Morreu de frio

Morreu de frio

Um homem morreu de frio aos pés de todos nós

Um homem morreu de frio nas ruas de Porto Alegre.

Ele não estava perdido em meio a um deserto onde não havia viv’alma para socorrê-lo. Ele não dormia oculto no labirinto selvagem da amazônia. Ela não caiu de nenhum avião entre coordenadas inóspitas e inacessíveis aos seus semelhantes. Não. Ele estava ali, na calçada, aos nossos pés. Ao alcance de nosso olhar. De nossas mãos.

Quantos passaram por ele? Quantos perceberam sua presença na calçada, sua bebida e sua nudez, sua dor incógnita e sua insana fragilidade?

Quantos sentiam frio sob casacos grossos, luvas e cachecóis?

Ele morreu sozinho com milhares ao seu redor. Milhares de iguais. Ao seu redor.

E ele morreu sozinho.

Ele morreu de frio.

Ele morreu diante de milhares de olhares… Frios.

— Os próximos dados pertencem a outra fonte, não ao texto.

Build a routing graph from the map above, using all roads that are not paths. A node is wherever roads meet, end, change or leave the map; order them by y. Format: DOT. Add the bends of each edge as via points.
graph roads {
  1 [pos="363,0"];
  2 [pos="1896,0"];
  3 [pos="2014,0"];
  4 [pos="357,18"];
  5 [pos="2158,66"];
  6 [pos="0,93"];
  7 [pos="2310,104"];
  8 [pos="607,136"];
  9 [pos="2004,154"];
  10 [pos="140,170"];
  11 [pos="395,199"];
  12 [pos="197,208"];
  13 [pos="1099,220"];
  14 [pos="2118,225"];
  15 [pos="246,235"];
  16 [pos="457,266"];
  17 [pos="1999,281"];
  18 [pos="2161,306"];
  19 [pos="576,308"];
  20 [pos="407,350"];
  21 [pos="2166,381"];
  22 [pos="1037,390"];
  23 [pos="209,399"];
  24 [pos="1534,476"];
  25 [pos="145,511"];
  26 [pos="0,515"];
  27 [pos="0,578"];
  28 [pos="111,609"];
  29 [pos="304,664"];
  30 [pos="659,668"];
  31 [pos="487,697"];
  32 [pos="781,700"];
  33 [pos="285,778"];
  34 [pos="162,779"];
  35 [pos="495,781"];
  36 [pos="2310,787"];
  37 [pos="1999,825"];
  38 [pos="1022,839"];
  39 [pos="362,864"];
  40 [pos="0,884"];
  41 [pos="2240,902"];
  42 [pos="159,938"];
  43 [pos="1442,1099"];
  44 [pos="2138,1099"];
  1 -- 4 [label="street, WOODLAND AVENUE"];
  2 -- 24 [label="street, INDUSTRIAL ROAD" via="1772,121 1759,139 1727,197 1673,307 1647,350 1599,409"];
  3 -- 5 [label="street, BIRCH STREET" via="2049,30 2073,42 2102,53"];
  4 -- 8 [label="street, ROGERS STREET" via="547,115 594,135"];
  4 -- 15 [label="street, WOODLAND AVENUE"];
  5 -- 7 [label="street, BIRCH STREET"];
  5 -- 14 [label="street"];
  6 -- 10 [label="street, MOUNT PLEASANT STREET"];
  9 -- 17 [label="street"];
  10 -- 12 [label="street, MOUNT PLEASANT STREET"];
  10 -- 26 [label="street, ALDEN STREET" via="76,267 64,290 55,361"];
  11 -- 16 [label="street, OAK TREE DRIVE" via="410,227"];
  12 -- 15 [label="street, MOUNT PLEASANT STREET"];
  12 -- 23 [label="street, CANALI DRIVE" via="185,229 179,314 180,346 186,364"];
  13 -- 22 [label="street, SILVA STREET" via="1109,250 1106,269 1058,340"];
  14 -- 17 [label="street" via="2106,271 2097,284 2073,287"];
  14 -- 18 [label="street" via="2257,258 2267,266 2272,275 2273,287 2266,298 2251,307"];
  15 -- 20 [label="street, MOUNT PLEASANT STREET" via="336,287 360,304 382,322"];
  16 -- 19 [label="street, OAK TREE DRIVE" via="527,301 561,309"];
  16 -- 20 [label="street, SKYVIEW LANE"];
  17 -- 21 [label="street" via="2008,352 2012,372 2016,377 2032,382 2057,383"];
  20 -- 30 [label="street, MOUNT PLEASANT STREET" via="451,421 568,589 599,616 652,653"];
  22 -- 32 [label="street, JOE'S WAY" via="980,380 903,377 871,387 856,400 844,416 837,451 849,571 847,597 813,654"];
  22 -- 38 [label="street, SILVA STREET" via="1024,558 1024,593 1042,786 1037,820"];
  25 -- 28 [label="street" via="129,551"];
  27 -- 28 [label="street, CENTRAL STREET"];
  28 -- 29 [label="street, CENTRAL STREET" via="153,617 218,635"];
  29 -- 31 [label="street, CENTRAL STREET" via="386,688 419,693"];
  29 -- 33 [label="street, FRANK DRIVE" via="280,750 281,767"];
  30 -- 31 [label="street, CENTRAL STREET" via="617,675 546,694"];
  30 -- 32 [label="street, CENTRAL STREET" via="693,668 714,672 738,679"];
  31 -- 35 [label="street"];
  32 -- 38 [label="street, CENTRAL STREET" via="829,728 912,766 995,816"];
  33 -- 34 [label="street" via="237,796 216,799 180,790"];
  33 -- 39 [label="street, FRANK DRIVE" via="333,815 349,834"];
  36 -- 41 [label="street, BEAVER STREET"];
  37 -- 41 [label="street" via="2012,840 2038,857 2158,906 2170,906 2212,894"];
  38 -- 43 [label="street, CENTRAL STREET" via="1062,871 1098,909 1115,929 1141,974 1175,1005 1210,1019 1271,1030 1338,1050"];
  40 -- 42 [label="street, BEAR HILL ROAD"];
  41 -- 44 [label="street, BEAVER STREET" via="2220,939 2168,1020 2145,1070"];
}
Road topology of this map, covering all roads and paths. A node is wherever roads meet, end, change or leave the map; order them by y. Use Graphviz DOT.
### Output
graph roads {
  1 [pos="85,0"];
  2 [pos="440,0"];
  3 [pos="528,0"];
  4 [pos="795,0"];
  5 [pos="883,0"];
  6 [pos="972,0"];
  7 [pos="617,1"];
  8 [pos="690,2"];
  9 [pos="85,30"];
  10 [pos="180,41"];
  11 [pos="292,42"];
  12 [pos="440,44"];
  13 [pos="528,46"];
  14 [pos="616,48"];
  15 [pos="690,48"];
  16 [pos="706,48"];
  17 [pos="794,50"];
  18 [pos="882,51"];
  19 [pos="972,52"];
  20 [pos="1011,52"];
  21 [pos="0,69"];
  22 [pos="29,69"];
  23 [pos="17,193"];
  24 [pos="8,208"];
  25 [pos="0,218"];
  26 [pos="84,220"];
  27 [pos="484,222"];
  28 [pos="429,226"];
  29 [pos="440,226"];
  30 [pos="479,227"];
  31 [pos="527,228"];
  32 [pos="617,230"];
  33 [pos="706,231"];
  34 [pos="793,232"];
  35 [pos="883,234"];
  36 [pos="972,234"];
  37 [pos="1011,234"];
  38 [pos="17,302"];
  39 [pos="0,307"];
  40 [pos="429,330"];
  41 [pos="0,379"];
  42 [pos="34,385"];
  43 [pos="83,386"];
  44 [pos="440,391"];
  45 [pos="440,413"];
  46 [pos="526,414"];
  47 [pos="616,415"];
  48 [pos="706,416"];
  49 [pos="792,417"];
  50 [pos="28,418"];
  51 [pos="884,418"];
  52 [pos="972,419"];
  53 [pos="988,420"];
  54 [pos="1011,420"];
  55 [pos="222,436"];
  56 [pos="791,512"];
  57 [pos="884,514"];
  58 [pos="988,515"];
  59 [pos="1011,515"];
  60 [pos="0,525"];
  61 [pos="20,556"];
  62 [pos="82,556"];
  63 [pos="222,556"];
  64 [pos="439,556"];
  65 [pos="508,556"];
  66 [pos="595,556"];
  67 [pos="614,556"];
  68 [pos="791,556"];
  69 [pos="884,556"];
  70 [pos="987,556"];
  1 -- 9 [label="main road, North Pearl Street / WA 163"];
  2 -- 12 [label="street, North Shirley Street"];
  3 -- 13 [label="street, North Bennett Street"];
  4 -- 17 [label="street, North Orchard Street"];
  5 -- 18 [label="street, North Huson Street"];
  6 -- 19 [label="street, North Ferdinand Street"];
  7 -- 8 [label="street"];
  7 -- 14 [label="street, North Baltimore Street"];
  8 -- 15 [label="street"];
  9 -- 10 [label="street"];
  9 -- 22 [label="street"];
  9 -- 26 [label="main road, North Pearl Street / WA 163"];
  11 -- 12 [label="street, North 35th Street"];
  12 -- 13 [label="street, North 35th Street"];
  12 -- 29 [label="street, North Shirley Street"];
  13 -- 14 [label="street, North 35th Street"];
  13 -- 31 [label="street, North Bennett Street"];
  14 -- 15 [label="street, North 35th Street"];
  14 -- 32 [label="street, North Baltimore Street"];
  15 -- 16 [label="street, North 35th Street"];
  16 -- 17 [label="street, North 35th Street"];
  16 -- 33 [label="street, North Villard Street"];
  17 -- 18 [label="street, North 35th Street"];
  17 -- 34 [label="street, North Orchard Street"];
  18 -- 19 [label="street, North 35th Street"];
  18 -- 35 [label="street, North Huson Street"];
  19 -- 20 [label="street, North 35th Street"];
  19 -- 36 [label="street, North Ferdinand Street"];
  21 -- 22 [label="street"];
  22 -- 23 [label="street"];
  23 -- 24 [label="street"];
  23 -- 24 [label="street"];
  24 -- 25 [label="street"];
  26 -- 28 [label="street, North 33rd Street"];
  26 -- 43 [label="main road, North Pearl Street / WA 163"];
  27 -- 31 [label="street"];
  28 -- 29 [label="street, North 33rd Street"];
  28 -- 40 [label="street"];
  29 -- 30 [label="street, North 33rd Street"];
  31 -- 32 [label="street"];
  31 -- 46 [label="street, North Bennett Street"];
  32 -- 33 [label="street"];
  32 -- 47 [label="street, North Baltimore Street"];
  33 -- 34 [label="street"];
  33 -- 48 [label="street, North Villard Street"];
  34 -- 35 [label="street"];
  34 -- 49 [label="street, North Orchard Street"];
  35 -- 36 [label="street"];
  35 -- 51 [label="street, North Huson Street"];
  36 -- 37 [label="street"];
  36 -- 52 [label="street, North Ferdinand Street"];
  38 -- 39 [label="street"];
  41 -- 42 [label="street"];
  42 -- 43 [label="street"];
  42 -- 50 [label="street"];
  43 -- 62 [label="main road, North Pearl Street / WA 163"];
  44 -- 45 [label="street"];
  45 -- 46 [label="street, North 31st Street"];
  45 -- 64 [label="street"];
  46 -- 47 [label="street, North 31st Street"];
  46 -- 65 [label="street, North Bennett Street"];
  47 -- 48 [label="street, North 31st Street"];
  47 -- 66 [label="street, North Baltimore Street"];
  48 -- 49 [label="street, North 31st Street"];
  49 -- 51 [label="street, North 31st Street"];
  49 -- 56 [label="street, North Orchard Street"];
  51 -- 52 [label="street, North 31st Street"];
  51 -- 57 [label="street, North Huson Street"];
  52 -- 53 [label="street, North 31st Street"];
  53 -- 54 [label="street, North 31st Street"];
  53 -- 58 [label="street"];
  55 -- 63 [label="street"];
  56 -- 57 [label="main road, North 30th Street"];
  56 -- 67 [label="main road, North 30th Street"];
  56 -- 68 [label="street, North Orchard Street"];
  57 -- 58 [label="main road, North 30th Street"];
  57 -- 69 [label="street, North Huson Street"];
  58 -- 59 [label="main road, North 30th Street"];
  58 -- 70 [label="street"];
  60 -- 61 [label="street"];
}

O terceiro milênio avança e o ser humano surpreende com suas tecnologias, inovações, descobertas. O ser humano avança no tempo e descobre tudo, menos a premissa básica de ser humano.

O ser humano inventa novas formas de riqueza, novas formas de gastar suas fortunas e  reinventa o poder. Só não inventa um jeito de se importar com o outro. Ao contrário, se despe cada vez mais de sua condição humana, como se ela fosse um estorvo.

O ser humano aprimora seu cérebro e ruma, a passos largos, para a irracionalidade. E é uma irracionalidade tão bizarra que nem os irracionais o acompanham. O sentir é um lixo a ser varrido para baixo do tapete.

Não é possível que na era dos aplicativos, dos mil dispositivos de segurança, dos carros entupindo ruas, das modas consumistas em série absurda, que não houvesse um cobertor para que aquele homem não morresse de frio. Um cobertor, um naco de calor, um cantinho, uma nesga mínima de olhar.

É impossível que na era das redes sociais, onde todos têm opinião formada sobre tudo e se intitulam protagonistas, onde todos têm tempo para cuidar da vida de todos e se exibir para que todos possam ver, que ninguém tenha dedicado um mínimo instante para prestar atenção naquele homem. Para se importar com ele. Nem quando ele se despiu e tantos viram seu gesto tresloucado. Não, ninguém deu importância.

É um absurdo que em dias de poderes corrompidos que falam de bilhões, nenhum “poderoso” tivesse meia dúzia desses trocados, os que nem são seus, para que aquele homem não morresse de frio. Que esse aparato público todo, inventado para sustentarmos na justificativa de que é preciso um sistema para coordenar a possível vida melhor para todos nós, que esse monstro gigantesco que sustentamos com nossos impostos não o enxergou. Mesmo tendo tantos olhos bem vivazes em si.

Mas o ser humano morre de frio e de fome a um palmo de nossas mãos. Em muitos cantos do mundo. Em muitos portos sem alegria, ancoradouros de nossa indiferença.

Um homem morreu de frio na ruas das festas com as glórias do futebol, na rua de tantas manifestações políticas de Porto Alegre. Mas ninguém se manifestou.